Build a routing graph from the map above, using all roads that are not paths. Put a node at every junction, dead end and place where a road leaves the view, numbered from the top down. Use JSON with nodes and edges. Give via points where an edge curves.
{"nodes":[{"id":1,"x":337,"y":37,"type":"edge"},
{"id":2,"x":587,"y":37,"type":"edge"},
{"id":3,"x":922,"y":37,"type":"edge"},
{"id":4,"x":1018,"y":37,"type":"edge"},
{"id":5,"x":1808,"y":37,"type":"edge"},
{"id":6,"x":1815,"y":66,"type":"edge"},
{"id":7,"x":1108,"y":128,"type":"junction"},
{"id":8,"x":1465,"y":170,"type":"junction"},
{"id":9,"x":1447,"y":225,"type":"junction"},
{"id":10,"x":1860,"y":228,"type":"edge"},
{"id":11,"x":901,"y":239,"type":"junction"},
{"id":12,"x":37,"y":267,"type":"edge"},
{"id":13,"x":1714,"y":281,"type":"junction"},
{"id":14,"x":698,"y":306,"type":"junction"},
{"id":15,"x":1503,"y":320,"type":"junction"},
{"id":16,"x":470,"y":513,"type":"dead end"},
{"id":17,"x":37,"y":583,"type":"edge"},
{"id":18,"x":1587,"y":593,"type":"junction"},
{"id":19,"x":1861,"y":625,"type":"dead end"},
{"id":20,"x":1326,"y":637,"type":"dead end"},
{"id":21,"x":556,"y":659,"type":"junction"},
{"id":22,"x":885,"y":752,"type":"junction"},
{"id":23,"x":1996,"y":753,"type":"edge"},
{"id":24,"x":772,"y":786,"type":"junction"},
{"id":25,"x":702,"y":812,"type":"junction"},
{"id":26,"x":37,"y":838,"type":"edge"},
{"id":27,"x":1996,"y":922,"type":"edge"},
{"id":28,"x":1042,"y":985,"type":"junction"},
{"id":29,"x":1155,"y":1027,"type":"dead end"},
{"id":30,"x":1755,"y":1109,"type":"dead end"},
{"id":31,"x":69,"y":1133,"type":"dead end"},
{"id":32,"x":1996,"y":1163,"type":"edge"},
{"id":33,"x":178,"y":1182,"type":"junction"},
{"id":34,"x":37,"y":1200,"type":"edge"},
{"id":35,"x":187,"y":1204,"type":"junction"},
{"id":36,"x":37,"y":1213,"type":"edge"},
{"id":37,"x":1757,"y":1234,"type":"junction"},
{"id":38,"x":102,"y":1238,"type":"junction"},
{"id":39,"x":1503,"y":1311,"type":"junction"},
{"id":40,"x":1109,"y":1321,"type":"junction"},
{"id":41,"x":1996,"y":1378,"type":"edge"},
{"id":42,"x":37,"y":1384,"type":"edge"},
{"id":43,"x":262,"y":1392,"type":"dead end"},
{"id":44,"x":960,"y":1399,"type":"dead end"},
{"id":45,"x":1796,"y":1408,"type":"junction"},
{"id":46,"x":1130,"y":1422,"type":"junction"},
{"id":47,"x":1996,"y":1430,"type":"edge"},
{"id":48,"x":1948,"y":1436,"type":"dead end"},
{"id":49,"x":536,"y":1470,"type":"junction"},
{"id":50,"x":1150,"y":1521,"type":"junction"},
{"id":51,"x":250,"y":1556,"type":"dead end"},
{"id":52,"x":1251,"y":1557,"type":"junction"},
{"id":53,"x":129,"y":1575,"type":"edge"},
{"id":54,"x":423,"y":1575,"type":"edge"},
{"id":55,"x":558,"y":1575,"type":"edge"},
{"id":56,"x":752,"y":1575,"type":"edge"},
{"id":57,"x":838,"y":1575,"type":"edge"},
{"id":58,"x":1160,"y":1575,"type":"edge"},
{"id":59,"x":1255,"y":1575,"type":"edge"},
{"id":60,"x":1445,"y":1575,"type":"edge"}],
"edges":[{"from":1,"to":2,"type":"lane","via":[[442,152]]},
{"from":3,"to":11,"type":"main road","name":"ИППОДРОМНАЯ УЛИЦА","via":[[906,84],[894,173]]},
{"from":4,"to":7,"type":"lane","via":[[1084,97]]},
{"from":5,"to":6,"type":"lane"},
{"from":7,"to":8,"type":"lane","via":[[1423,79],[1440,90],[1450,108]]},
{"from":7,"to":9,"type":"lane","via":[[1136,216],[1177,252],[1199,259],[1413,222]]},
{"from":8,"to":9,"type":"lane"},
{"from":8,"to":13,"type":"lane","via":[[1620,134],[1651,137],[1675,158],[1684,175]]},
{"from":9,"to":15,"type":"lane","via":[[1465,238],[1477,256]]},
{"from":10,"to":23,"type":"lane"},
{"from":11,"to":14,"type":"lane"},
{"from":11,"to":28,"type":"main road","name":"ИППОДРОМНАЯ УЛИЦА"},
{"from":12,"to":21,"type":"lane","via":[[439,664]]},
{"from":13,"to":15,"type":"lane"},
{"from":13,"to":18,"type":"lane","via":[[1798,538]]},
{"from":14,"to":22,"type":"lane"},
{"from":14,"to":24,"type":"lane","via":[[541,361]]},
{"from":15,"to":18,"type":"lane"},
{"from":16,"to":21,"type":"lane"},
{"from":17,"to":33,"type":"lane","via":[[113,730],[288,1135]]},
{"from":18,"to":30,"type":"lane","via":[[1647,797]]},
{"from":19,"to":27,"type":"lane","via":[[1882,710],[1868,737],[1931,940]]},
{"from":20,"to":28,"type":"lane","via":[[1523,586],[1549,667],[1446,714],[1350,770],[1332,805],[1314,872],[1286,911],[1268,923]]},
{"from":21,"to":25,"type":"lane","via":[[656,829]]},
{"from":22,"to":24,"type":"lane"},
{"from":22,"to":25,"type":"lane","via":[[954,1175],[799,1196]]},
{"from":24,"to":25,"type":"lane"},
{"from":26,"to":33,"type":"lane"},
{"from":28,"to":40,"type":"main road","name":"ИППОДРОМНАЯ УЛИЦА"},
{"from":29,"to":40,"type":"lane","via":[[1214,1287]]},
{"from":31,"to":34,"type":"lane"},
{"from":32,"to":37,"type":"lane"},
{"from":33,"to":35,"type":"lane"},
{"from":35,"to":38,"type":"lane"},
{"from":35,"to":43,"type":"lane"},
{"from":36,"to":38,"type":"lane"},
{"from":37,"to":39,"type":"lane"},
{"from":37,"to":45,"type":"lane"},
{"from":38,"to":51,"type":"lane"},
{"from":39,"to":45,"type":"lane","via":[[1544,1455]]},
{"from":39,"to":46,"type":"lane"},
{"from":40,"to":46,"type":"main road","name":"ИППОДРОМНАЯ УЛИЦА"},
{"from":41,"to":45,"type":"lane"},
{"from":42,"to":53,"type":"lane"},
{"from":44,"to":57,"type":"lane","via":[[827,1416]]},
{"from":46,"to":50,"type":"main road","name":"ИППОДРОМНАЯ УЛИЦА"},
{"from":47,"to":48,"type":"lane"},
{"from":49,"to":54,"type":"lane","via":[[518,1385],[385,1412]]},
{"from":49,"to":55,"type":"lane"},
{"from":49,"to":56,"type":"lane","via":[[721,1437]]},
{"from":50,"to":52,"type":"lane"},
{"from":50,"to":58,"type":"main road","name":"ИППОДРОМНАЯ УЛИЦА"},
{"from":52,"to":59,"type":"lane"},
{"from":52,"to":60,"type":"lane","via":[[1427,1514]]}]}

○ ○ ○

• **YOUR ASSIGNMENT**
Reproduce all of the listing, exactly as given.

• **ANSWER AREA**
Build a routing graph from the map above, using all roads that are not paths. Put a node at every junction, dead end and place where a road leaves the view, numbered from the top down. Use JSON with nodes and edges. Give via points where an edge curves.
{"nodes":[{"id":1,"x":337,"y":37,"type":"edge"},
{"id":2,"x":587,"y":37,"type":"edge"},
{"id":3,"x":922,"y":37,"type":"edge"},
{"id":4,"x":1018,"y":37,"type":"edge"},
{"id":5,"x":1808,"y":37,"type":"edge"},
{"id":6,"x":1815,"y":66,"type":"edge"},
{"id":7,"x":1108,"y":128,"type":"junction"},
{"id":8,"x":1465,"y":170,"type":"junction"},
{"id":9,"x":1447,"y":225,"type":"junction"},
{"id":10,"x":1860,"y":228,"type":"edge"},
{"id":11,"x":901,"y":239,"type":"junction"},
{"id":12,"x":37,"y":267,"type":"edge"},
{"id":13,"x":1714,"y":281,"type":"junction"},
{"id":14,"x":698,"y":306,"type":"junction"},
{"id":15,"x":1503,"y":320,"type":"junction"},
{"id":16,"x":470,"y":513,"type":"dead end"},
{"id":17,"x":37,"y":583,"type":"edge"},
{"id":18,"x":1587,"y":593,"type":"junction"},
{"id":19,"x":1861,"y":625,"type":"dead end"},
{"id":20,"x":1326,"y":637,"type":"dead end"},
{"id":21,"x":556,"y":659,"type":"junction"},
{"id":22,"x":885,"y":752,"type":"junction"},
{"id":23,"x":1996,"y":753,"type":"edge"},
{"id":24,"x":772,"y":786,"type":"junction"},
{"id":25,"x":702,"y":812,"type":"junction"},
{"id":26,"x":37,"y":838,"type":"edge"},
{"id":27,"x":1996,"y":922,"type":"edge"},
{"id":28,"x":1042,"y":985,"type":"junction"},
{"id":29,"x":1155,"y":1027,"type":"dead end"},
{"id":30,"x":1755,"y":1109,"type":"dead end"},
{"id":31,"x":69,"y":1133,"type":"dead end"},
{"id":32,"x":1996,"y":1163,"type":"edge"},
{"id":33,"x":178,"y":1182,"type":"junction"},
{"id":34,"x":37,"y":1200,"type":"edge"},
{"id":35,"x":187,"y":1204,"type":"junction"},
{"id":36,"x":37,"y":1213,"type":"edge"},
{"id":37,"x":1757,"y":1234,"type":"junction"},
{"id":38,"x":102,"y":1238,"type":"junction"},
{"id":39,"x":1503,"y":1311,"type":"junction"},
{"id":40,"x":1109,"y":1321,"type":"junction"},
{"id":41,"x":1996,"y":1378,"type":"edge"},
{"id":42,"x":37,"y":1384,"type":"edge"},
{"id":43,"x":262,"y":1392,"type":"dead end"},
{"id":44,"x":960,"y":1399,"type":"dead end"},
{"id":45,"x":1796,"y":1408,"type":"junction"},
{"id":46,"x":1130,"y":1422,"type":"junction"},
{"id":47,"x":1996,"y":1430,"type":"edge"},
{"id":48,"x":1948,"y":1436,"type":"dead end"},
{"id":49,"x":536,"y":1470,"type":"junction"},
{"id":50,"x":1150,"y":1521,"type":"junction"},
{"id":51,"x":250,"y":1556,"type":"dead end"},
{"id":52,"x":1251,"y":1557,"type":"junction"},
{"id":53,"x":129,"y":1575,"type":"edge"},
{"id":54,"x":423,"y":1575,"type":"edge"},
{"id":55,"x":558,"y":1575,"type":"edge"},
{"id":56,"x":752,"y":1575,"type":"edge"},
{"id":57,"x":838,"y":1575,"type":"edge"},
{"id":58,"x":1160,"y":1575,"type":"edge"},
{"id":59,"x":1255,"y":1575,"type":"edge"},
{"id":60,"x":1445,"y":1575,"type":"edge"}],
"edges":[{"from":1,"to":2,"type":"lane","via":[[442,152]]},
{"from":3,"to":11,"type":"main road","name":"ИППОДРОМНАЯ УЛИЦА","via":[[906,84],[894,173]]},
{"from":4,"to":7,"type":"lane","via":[[1084,97]]},
{"from":5,"to":6,"type":"lane"},
{"from":7,"to":8,"type":"lane","via":[[1423,79],[1440,90],[1450,108]]},
{"from":7,"to":9,"type":"lane","via":[[1136,216],[1177,252],[1199,259],[1413,222]]},
{"from":8,"to":9,"type":"lane"},
{"from":8,"to":13,"type":"lane","via":[[1620,134],[1651,137],[1675,158],[1684,175]]},
{"from":9,"to":15,"type":"lane","via":[[1465,238],[1477,256]]},
{"from":10,"to":23,"type":"lane"},
{"from":11,"to":14,"type":"lane"},
{"from":11,"to":28,"type":"main road","name":"ИППОДРОМНАЯ УЛИЦА"},
{"from":12,"to":21,"type":"lane","via":[[439,664]]},
{"from":13,"to":15,"type":"lane"},
{"from":13,"to":18,"type":"lane","via":[[1798,538]]},
{"from":14,"to":22,"type":"lane"},
{"from":14,"to":24,"type":"lane","via":[[541,361]]},
{"from":15,"to":18,"type":"lane"},
{"from":16,"to":21,"type":"lane"},
{"from":17,"to":33,"type":"lane","via":[[113,730],[288,1135]]},
{"from":18,"to":30,"type":"lane","via":[[1647,797]]},
{"from":19,"to":27,"type":"lane","via":[[1882,710],[1868,737],[1931,940]]},
{"from":20,"to":28,"type":"lane","via":[[1523,586],[1549,667],[1446,714],[1350,770],[1332,805],[1314,872],[1286,911],[1268,923]]},
{"from":21,"to":25,"type":"lane","via":[[656,829]]},
{"from":22,"to":24,"type":"lane"},
{"from":22,"to":25,"type":"lane","via":[[954,1175],[799,1196]]},
{"from":24,"to":25,"type":"lane"},
{"from":26,"to":33,"type":"lane"},
{"from":28,"to":40,"type":"main road","name":"ИППОДРОМНАЯ УЛИЦА"},
{"from":29,"to":40,"type":"lane","via":[[1214,1287]]},
{"from":31,"to":34,"type":"lane"},
{"from":32,"to":37,"type":"lane"},
{"from":33,"to":35,"type":"lane"},
{"from":35,"to":38,"type":"lane"},
{"from":35,"to":43,"type":"lane"},
{"from":36,"to":38,"type":"lane"},
{"from":37,"to":39,"type":"lane"},
{"from":37,"to":45,"type":"lane"},
{"from":38,"to":51,"type":"lane"},
{"from":39,"to":45,"type":"lane","via":[[1544,1455]]},
{"from":39,"to":46,"type":"lane"},
{"from":40,"to":46,"type":"main road","name":"ИППОДРОМНАЯ УЛИЦА"},
{"from":41,"to":45,"type":"lane"},
{"from":42,"to":53,"type":"lane"},
{"from":44,"to":57,"type":"lane","via":[[827,1416]]},
{"from":46,"to":50,"type":"main road","name":"ИППОДРОМНАЯ УЛИЦА"},
{"from":47,"to":48,"type":"lane"},
{"from":49,"to":54,"type":"lane","via":[[518,1385],[385,1412]]},
{"from":49,"to":55,"type":"lane"},
{"from":49,"to":56,"type":"lane","via":[[721,1437]]},
{"from":50,"to":52,"type":"lane"},
{"from":50,"to":58,"type":"main road","name":"ИППОДРОМНАЯ УЛИЦА"},
{"from":52,"to":59,"type":"lane"},
{"from":52,"to":60,"type":"lane","via":[[1427,1514]]}]}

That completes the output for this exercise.